◆ Exercise material
_ _ _ _

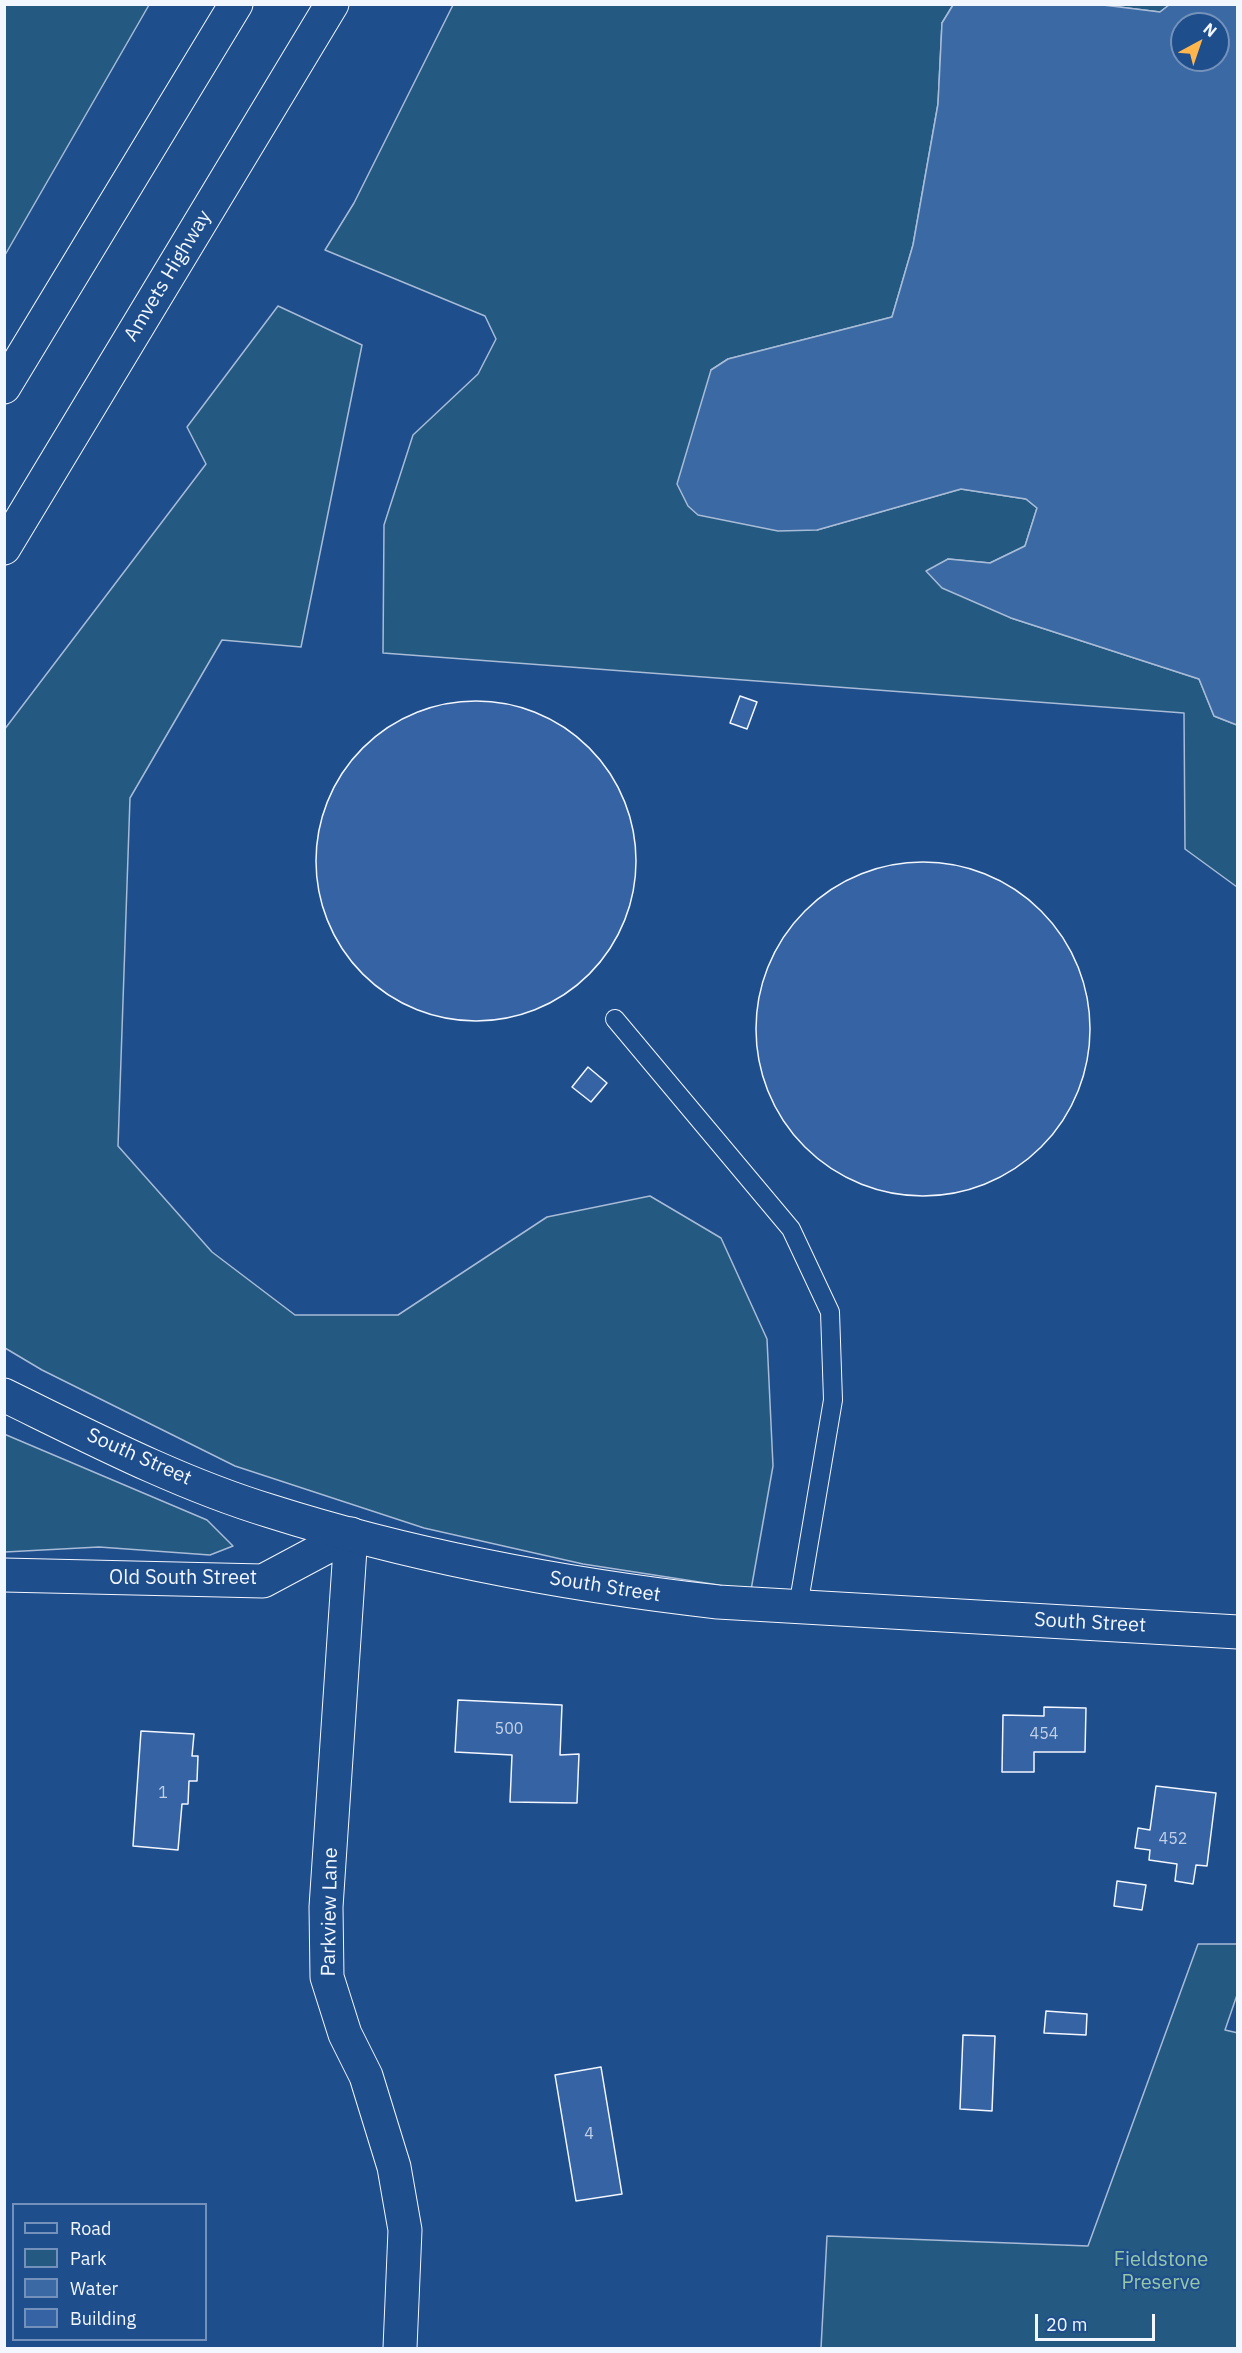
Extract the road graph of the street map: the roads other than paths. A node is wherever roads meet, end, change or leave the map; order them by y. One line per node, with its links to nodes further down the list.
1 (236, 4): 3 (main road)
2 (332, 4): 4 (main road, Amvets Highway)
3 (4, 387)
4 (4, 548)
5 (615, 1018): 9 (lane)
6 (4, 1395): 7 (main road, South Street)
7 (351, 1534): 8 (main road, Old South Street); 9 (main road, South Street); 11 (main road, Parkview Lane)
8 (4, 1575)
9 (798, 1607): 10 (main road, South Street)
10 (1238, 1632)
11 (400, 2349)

_ _ _ _

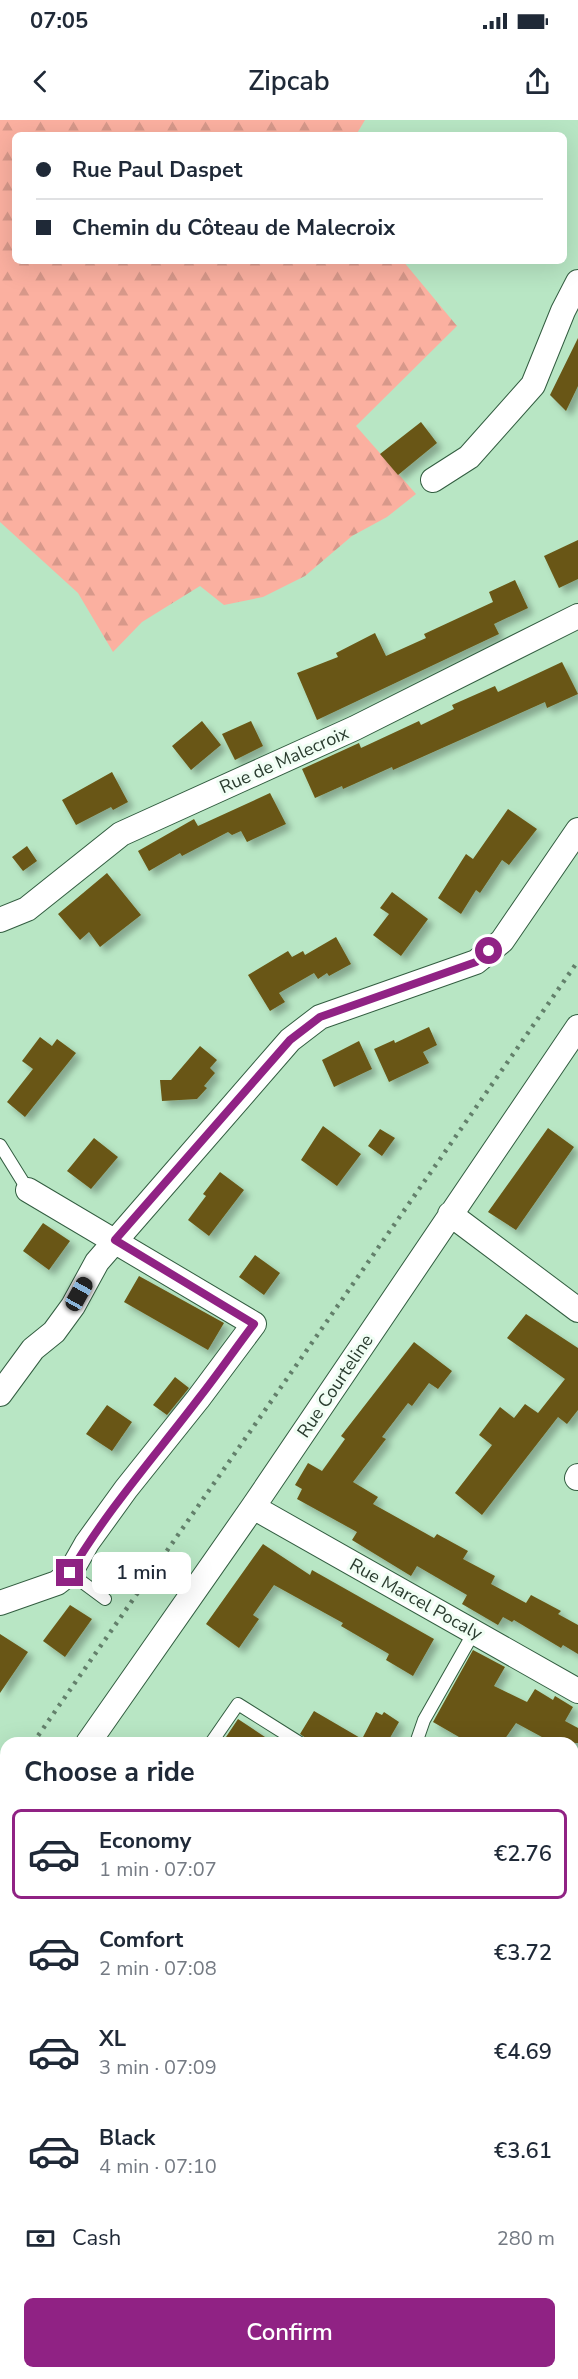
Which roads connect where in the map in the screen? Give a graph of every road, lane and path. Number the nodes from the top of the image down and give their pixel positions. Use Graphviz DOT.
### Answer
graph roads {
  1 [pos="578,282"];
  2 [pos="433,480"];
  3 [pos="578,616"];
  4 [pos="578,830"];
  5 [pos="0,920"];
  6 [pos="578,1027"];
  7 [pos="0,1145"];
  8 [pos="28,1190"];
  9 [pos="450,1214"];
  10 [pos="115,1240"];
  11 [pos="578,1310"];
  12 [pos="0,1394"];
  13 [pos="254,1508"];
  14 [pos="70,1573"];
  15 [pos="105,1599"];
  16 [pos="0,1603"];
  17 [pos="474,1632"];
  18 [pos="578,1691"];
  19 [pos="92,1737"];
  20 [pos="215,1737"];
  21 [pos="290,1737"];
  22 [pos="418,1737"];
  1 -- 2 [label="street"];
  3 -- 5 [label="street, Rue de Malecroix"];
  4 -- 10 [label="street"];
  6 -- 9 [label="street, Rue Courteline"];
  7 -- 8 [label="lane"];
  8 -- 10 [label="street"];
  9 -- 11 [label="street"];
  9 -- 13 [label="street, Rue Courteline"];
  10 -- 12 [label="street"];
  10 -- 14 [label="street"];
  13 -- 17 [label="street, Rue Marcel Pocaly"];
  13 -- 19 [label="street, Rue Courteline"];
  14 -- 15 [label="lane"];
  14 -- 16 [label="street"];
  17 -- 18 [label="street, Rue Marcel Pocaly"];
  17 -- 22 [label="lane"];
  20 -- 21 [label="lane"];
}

_ _ _ _

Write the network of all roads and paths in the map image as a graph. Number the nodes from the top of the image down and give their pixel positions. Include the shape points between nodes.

_ _ _ _

What is needed is every line of the records above that contains the word "their".

Which roads connect where in the map in the screen? Give a graph of every road, lane and path. Number the nodes from the top of the image down and give their pixel positions. Use Graphviz DOT.
Write the network of all roads and paths in the map image as a graph. Number the nodes from the top of the image down and give their pixel positions. Include the shape points between nodes.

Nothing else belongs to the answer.